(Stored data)

######

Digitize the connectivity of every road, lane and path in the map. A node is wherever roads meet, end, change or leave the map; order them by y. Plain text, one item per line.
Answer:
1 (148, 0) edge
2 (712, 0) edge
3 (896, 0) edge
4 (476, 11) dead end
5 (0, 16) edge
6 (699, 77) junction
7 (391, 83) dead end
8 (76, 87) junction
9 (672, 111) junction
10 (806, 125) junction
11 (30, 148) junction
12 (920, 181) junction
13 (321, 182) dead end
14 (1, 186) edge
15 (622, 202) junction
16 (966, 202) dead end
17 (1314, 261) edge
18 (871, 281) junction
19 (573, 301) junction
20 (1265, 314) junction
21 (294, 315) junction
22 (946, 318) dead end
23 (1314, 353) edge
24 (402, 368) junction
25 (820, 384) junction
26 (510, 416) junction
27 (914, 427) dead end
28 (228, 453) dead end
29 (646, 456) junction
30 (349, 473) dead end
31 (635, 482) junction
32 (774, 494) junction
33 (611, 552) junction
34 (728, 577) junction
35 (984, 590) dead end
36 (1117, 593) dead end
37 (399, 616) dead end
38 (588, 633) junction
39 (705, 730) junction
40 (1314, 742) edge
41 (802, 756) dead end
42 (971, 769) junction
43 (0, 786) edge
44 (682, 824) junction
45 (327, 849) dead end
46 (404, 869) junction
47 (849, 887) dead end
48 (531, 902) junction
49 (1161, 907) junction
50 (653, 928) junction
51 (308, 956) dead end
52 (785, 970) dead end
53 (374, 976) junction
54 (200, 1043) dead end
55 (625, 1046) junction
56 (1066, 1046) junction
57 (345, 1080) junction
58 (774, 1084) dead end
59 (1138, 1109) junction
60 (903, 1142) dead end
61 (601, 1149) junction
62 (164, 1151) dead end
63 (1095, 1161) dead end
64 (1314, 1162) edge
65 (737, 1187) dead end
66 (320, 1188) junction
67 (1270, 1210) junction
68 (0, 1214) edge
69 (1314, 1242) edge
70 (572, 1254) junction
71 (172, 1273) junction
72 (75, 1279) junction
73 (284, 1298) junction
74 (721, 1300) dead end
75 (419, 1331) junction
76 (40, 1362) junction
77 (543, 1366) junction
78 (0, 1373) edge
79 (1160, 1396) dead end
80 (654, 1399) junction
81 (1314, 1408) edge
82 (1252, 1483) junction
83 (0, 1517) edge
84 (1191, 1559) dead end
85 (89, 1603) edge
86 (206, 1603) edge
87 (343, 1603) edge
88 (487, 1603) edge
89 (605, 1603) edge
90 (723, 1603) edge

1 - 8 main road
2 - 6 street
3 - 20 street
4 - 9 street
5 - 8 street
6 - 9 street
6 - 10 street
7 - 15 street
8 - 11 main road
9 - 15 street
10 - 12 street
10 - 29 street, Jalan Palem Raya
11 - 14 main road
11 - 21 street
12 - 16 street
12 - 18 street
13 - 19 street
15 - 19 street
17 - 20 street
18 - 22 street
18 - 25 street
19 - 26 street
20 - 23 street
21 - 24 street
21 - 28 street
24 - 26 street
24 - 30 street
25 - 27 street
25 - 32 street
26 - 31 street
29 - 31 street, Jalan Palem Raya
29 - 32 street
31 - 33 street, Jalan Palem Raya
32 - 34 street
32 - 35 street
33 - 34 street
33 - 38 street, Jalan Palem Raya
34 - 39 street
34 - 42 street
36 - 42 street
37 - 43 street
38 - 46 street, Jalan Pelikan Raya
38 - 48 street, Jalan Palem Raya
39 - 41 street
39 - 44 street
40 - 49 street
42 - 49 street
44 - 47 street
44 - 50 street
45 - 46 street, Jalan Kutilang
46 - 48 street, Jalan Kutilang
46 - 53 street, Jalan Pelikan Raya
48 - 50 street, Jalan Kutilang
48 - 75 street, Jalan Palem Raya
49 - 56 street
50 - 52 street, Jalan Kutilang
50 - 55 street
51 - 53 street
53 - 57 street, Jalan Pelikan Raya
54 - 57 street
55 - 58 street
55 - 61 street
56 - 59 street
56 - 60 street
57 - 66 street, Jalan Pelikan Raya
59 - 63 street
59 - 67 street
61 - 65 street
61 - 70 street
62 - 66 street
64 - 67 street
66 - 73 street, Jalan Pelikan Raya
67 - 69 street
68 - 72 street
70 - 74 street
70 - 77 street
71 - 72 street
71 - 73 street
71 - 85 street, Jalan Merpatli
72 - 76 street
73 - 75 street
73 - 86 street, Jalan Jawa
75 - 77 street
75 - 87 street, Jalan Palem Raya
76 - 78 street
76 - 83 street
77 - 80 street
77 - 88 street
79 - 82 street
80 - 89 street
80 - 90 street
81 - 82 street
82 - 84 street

######

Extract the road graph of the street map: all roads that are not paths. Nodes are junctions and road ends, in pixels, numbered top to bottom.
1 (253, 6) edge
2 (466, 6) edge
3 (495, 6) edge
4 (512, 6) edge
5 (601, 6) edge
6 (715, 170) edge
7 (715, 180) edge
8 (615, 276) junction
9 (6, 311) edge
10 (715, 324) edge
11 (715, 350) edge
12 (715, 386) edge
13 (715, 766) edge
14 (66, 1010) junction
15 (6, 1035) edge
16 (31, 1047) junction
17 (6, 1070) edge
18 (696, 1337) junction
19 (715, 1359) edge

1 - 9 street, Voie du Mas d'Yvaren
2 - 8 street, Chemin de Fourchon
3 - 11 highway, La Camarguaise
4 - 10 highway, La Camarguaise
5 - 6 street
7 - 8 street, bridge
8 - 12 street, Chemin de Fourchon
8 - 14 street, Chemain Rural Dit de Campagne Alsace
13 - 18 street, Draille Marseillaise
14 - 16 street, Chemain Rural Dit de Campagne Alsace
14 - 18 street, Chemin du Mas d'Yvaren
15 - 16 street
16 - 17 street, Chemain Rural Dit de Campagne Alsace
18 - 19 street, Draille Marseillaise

######

**Task directions:** Where a line of the records includes "Raya", copy it.

**Written solution:**
10 - 29 street, Jalan Palem Raya
29 - 31 street, Jalan Palem Raya
31 - 33 street, Jalan Palem Raya
33 - 38 street, Jalan Palem Raya
38 - 46 street, Jalan Pelikan Raya
38 - 48 street, Jalan Palem Raya
46 - 53 street, Jalan Pelikan Raya
48 - 75 street, Jalan Palem Raya
53 - 57 street, Jalan Pelikan Raya
57 - 66 street, Jalan Pelikan Raya
66 - 73 street, Jalan Pelikan Raya
75 - 87 street, Jalan Palem Raya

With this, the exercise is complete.